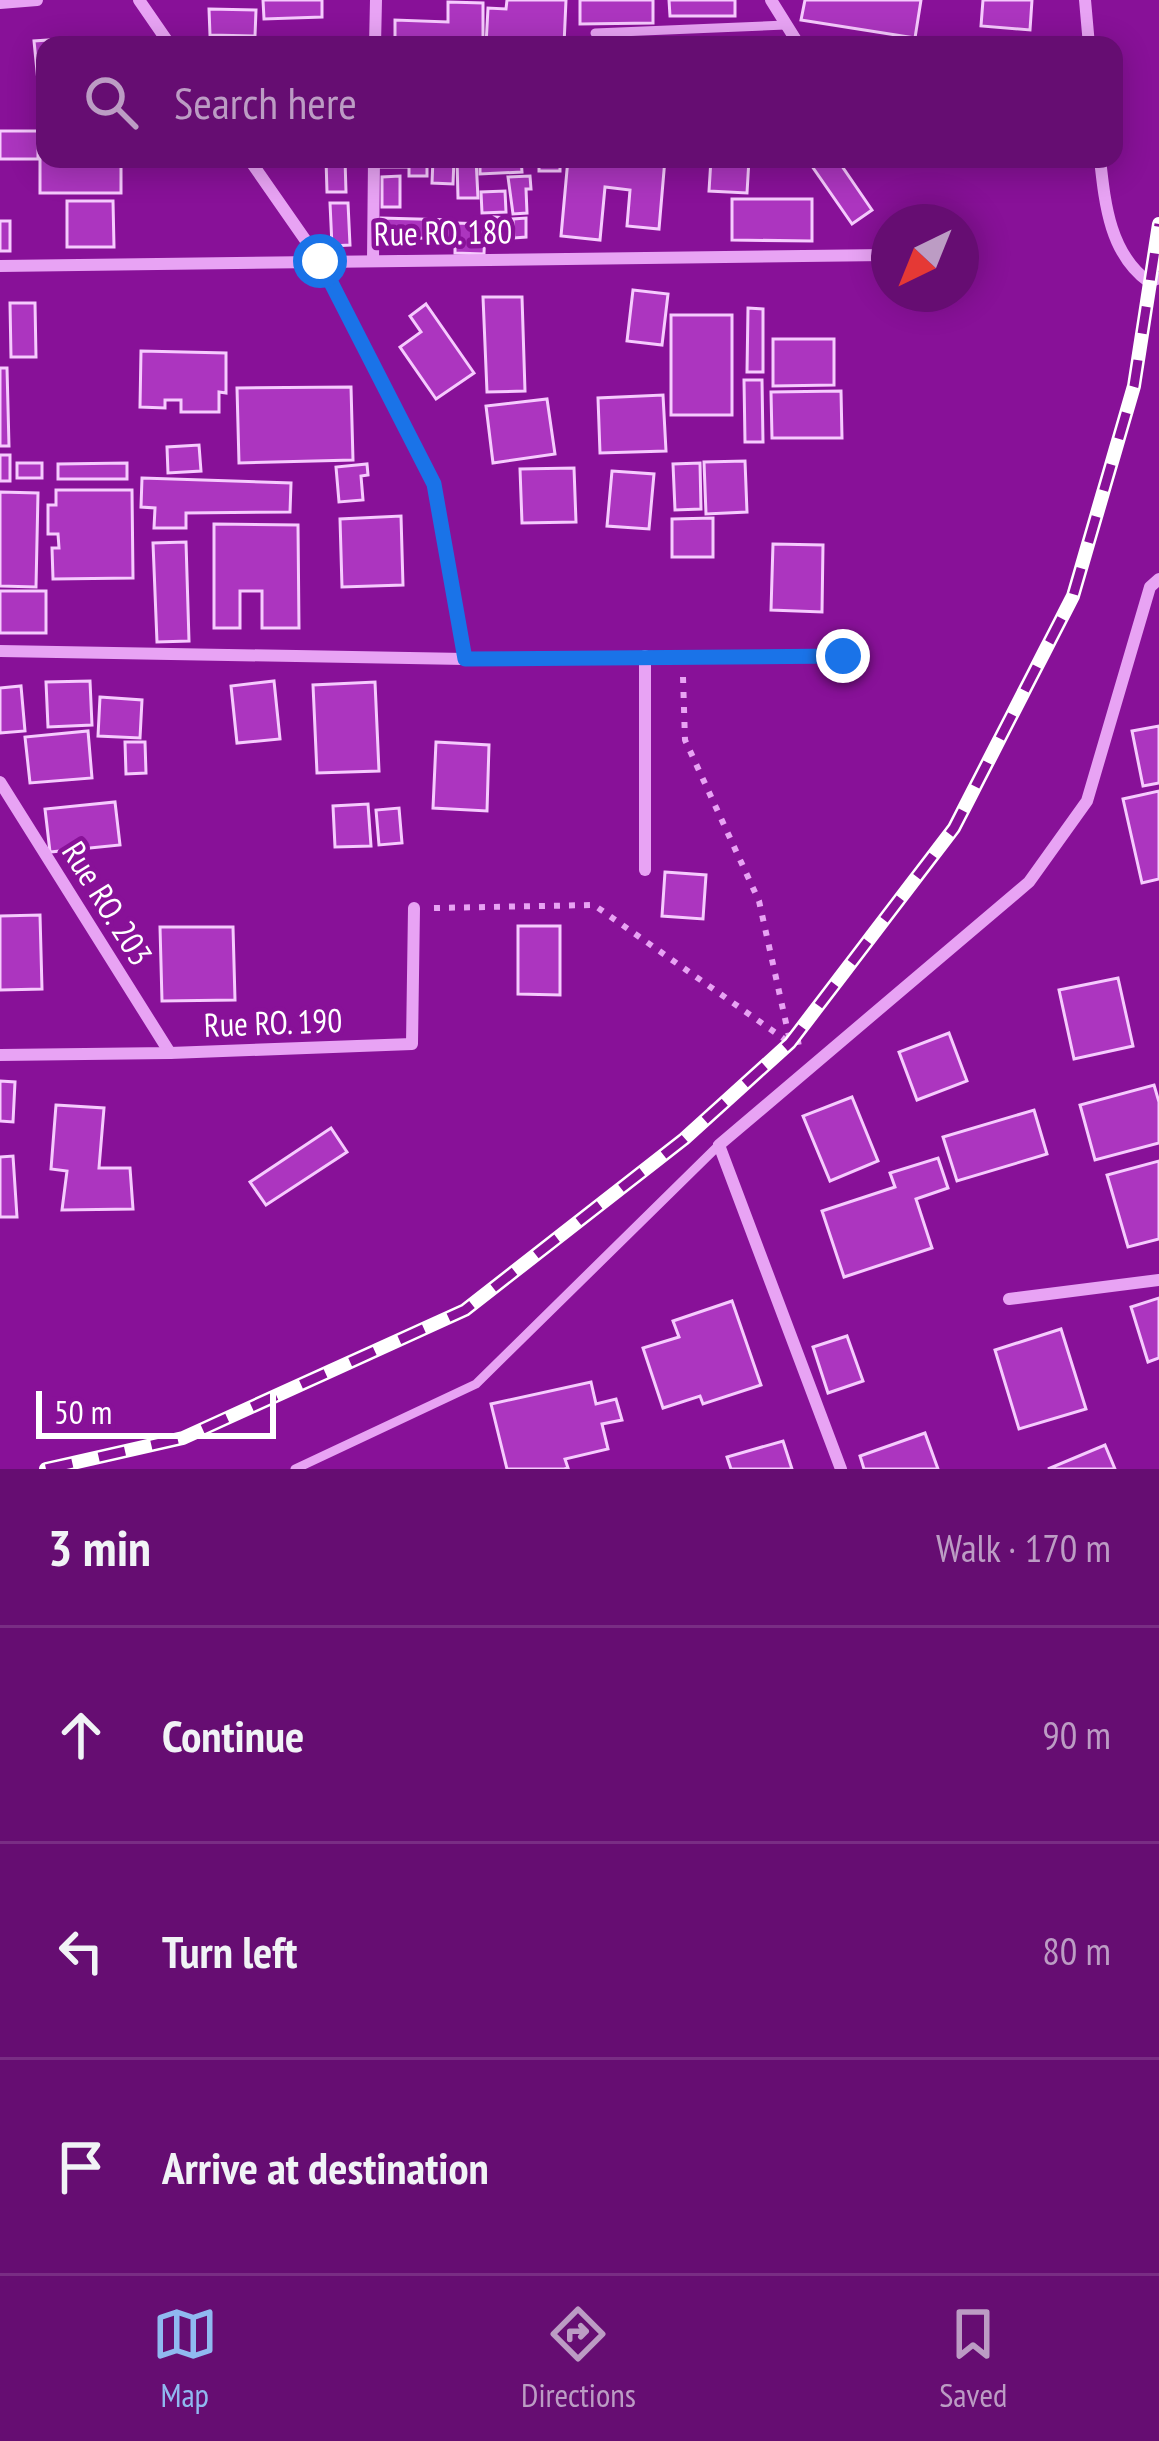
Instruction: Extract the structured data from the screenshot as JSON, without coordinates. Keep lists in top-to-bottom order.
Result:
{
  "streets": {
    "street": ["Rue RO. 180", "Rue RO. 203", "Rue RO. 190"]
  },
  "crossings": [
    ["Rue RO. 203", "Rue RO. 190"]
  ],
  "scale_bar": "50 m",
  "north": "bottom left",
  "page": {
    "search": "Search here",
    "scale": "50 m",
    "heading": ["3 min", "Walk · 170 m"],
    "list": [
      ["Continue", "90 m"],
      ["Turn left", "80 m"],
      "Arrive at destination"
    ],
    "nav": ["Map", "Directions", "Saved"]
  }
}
---+---
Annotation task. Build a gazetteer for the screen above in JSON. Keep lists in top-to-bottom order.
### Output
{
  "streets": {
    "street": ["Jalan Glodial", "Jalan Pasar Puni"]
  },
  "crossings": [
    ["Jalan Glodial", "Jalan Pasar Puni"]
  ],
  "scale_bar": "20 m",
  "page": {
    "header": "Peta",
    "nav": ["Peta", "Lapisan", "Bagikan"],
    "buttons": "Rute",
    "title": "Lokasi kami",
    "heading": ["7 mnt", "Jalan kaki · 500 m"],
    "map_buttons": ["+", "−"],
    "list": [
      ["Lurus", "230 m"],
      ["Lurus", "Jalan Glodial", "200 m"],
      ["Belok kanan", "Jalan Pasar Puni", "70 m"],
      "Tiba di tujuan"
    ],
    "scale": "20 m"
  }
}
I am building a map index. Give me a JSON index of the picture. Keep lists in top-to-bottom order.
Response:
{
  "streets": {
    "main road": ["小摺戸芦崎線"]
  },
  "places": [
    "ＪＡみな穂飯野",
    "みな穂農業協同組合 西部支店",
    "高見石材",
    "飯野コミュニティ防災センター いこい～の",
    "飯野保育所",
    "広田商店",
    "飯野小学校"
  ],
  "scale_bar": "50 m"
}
---+---
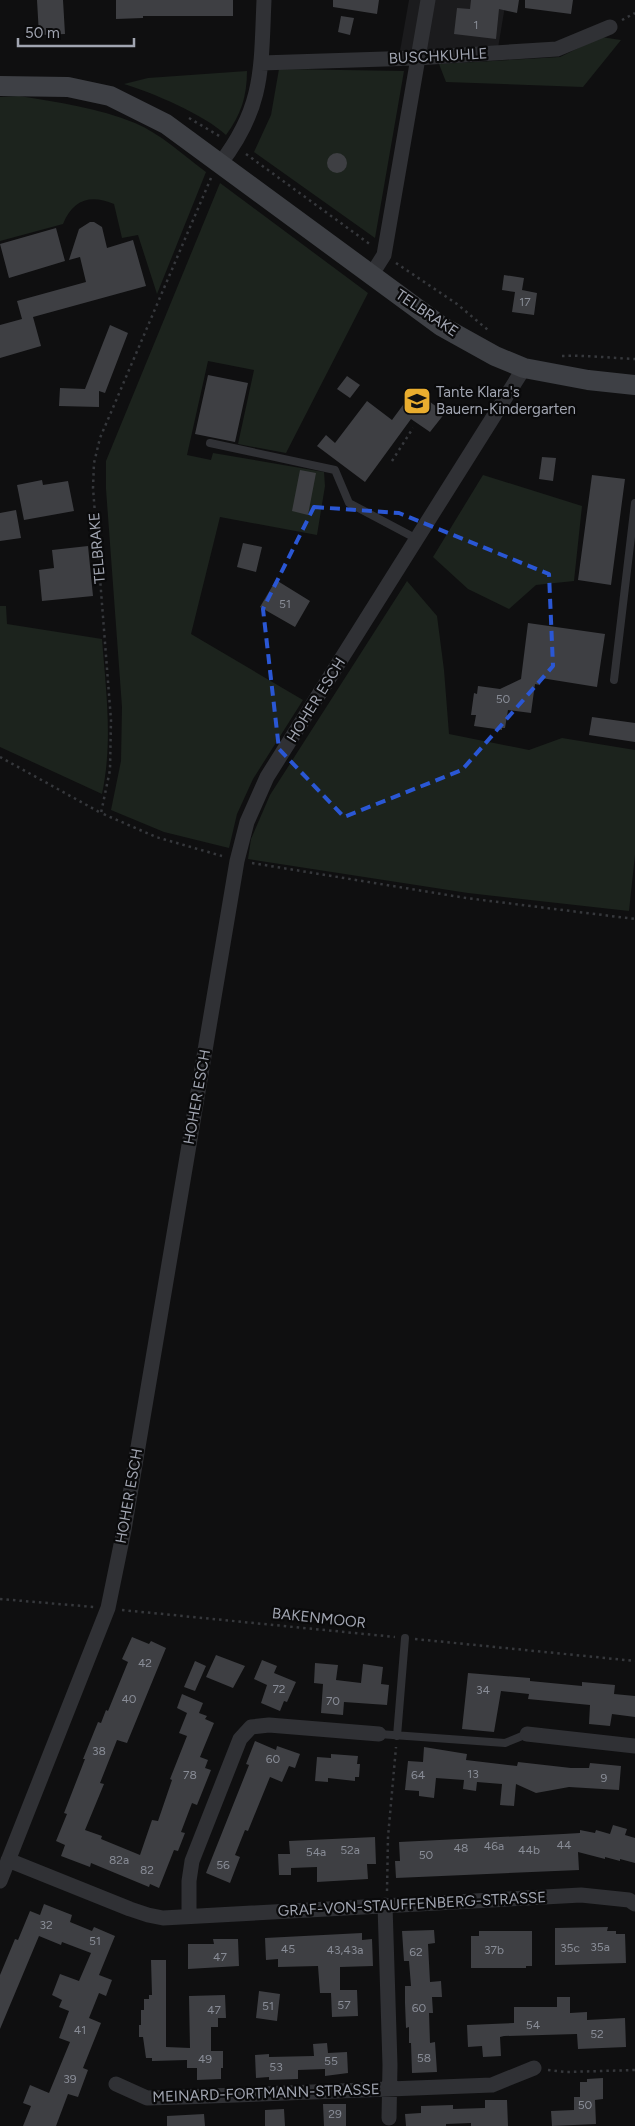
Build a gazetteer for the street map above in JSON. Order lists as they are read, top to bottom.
---+---
# [Task goal]
All lines in the entries above that include "Keep" should be found and copied.

# [Response below]
Instruction: Extract the structured data from the screenshot as JSON, without coordinates. Keep lists in top-to-bottom order.
Annotation task. Build a gazetteer for the screen above in JSON. Keep lists in top-to-bottom order.
I am building a map index. Give me a JSON index of the picture. Keep lists in top-to-bottom order.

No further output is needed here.